## What to work on
Word for word, write out all the entries below, omitting every picture.

## Data records
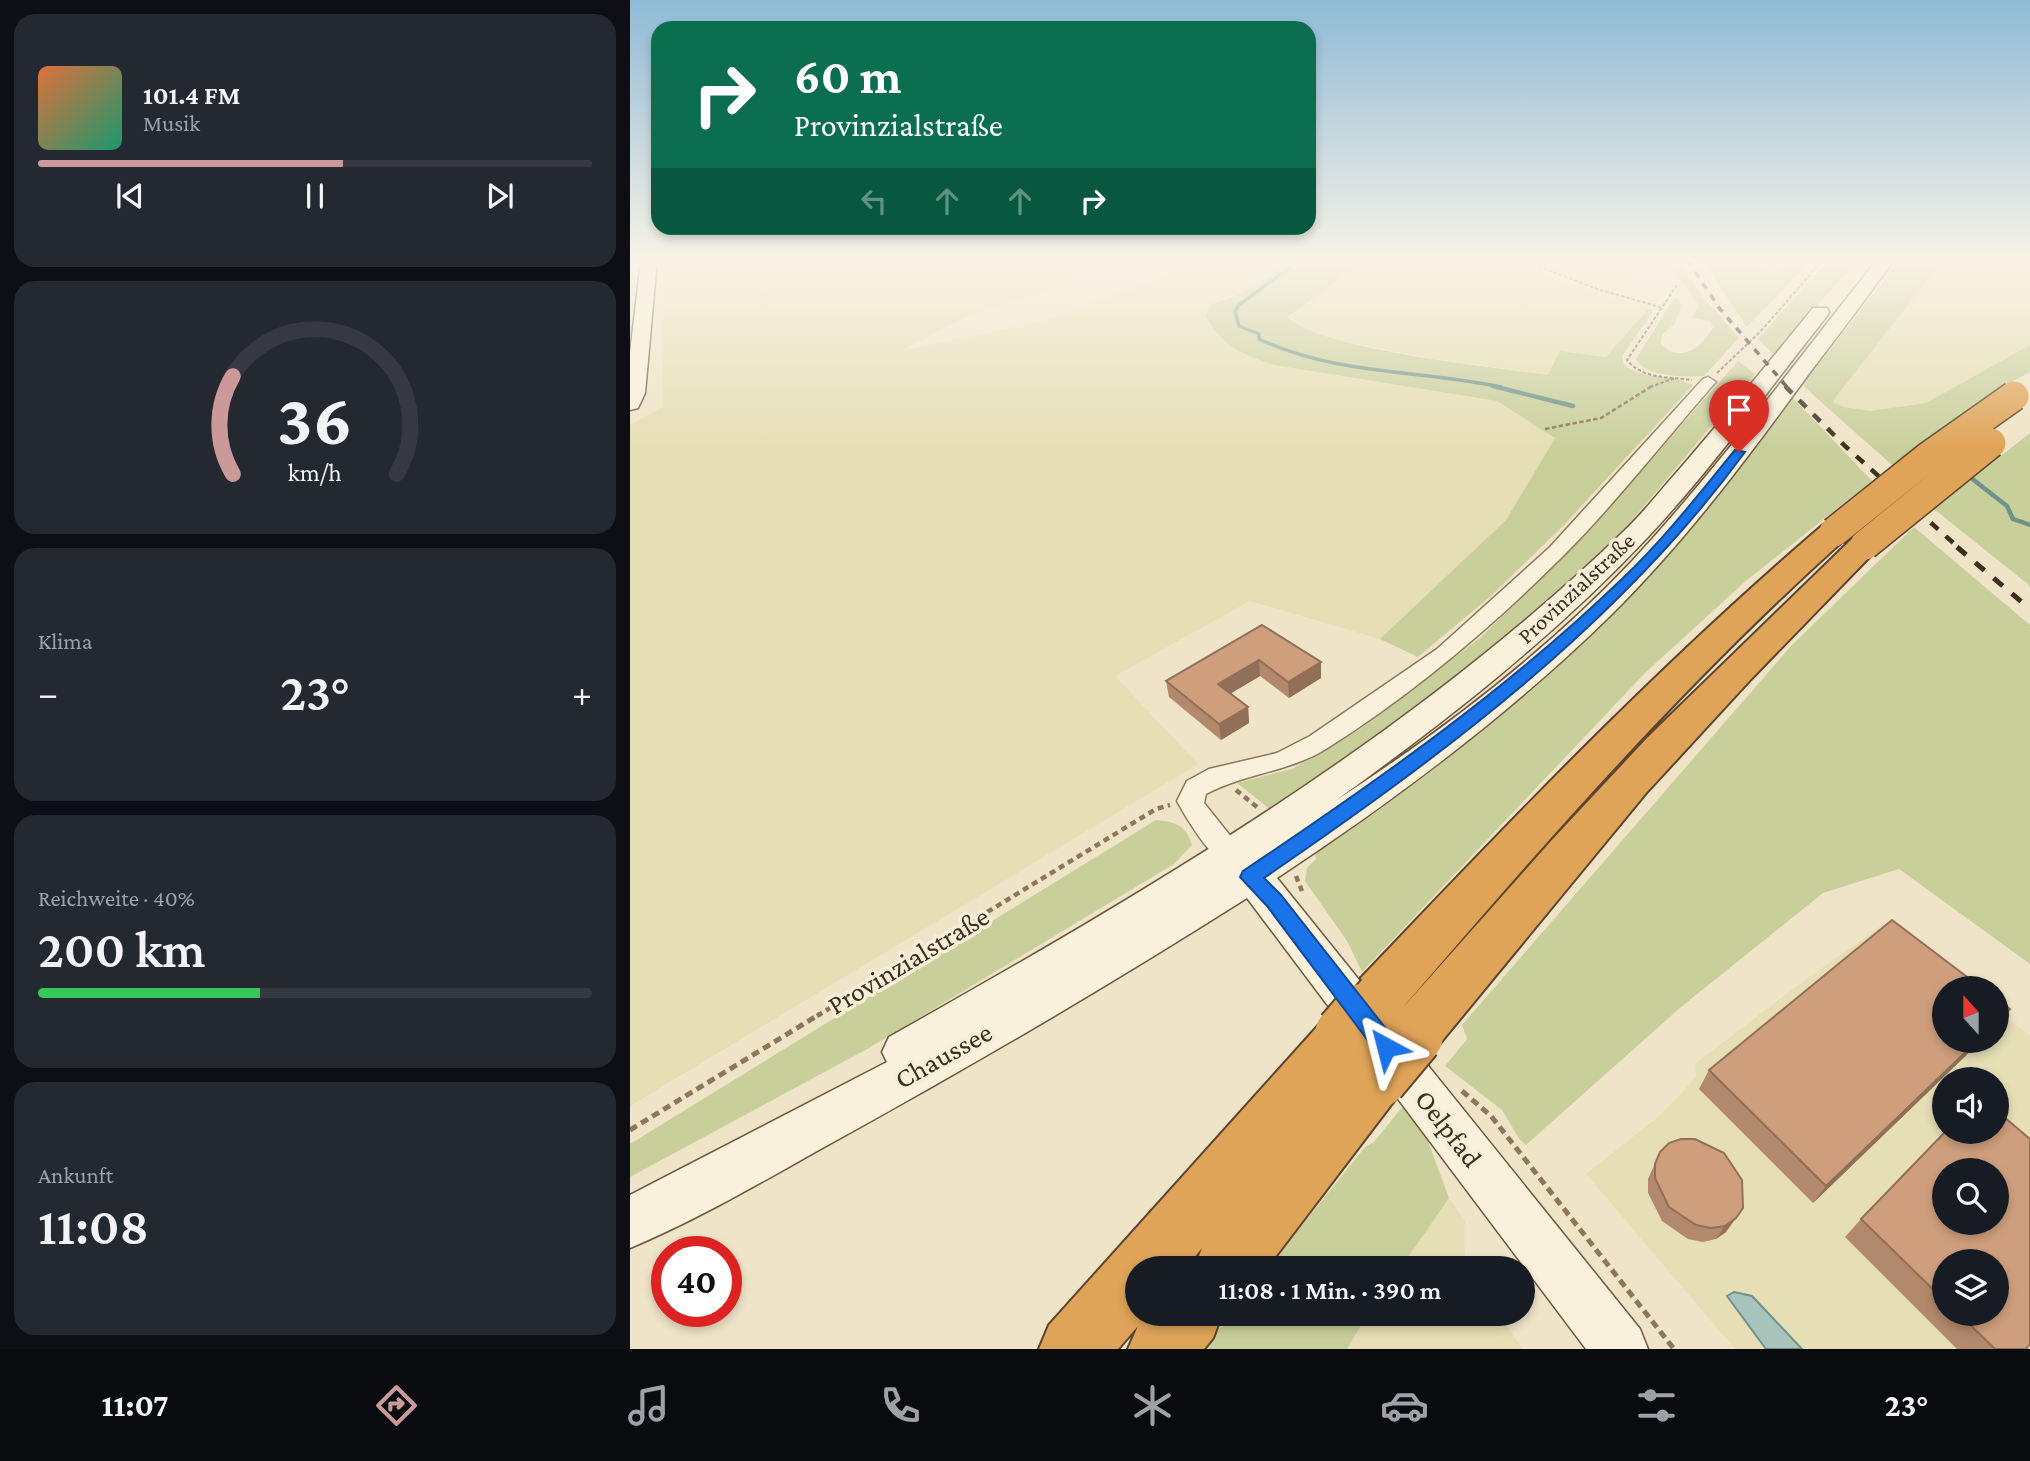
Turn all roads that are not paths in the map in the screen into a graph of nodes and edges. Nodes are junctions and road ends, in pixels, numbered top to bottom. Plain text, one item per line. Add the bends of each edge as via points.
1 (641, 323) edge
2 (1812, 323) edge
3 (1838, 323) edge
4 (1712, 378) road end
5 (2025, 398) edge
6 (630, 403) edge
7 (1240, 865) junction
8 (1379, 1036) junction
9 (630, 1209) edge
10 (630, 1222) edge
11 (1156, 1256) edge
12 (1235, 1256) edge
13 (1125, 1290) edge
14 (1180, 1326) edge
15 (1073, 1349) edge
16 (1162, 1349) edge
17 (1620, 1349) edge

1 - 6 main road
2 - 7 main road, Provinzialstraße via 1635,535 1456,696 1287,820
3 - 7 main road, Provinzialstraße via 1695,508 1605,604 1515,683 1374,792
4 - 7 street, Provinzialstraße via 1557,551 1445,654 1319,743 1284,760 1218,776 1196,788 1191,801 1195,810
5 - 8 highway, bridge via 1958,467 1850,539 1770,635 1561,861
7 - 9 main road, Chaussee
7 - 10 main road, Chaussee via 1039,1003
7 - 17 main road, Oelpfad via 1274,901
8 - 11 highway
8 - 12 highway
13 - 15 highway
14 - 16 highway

## Reply to the exercise
Turn all roads that are not paths in the map in the screen into a graph of nodes and edges. Nodes are junctions and road ends, in pixels, numbered top to bottom. Plain text, one item per line. Add the bends of each edge as via points.
1 (641, 323) edge
2 (1812, 323) edge
3 (1838, 323) edge
4 (1712, 378) road end
5 (2025, 398) edge
6 (630, 403) edge
7 (1240, 865) junction
8 (1379, 1036) junction
9 (630, 1209) edge
10 (630, 1222) edge
11 (1156, 1256) edge
12 (1235, 1256) edge
13 (1125, 1290) edge
14 (1180, 1326) edge
15 (1073, 1349) edge
16 (1162, 1349) edge
17 (1620, 1349) edge

1 - 6 main road
2 - 7 main road, Provinzialstraße via 1635,535 1456,696 1287,820
3 - 7 main road, Provinzialstraße via 1695,508 1605,604 1515,683 1374,792
4 - 7 street, Provinzialstraße via 1557,551 1445,654 1319,743 1284,760 1218,776 1196,788 1191,801 1195,810
5 - 8 highway, bridge via 1958,467 1850,539 1770,635 1561,861
7 - 9 main road, Chaussee
7 - 10 main road, Chaussee via 1039,1003
7 - 17 main road, Oelpfad via 1274,901
8 - 11 highway
8 - 12 highway
13 - 15 highway
14 - 16 highway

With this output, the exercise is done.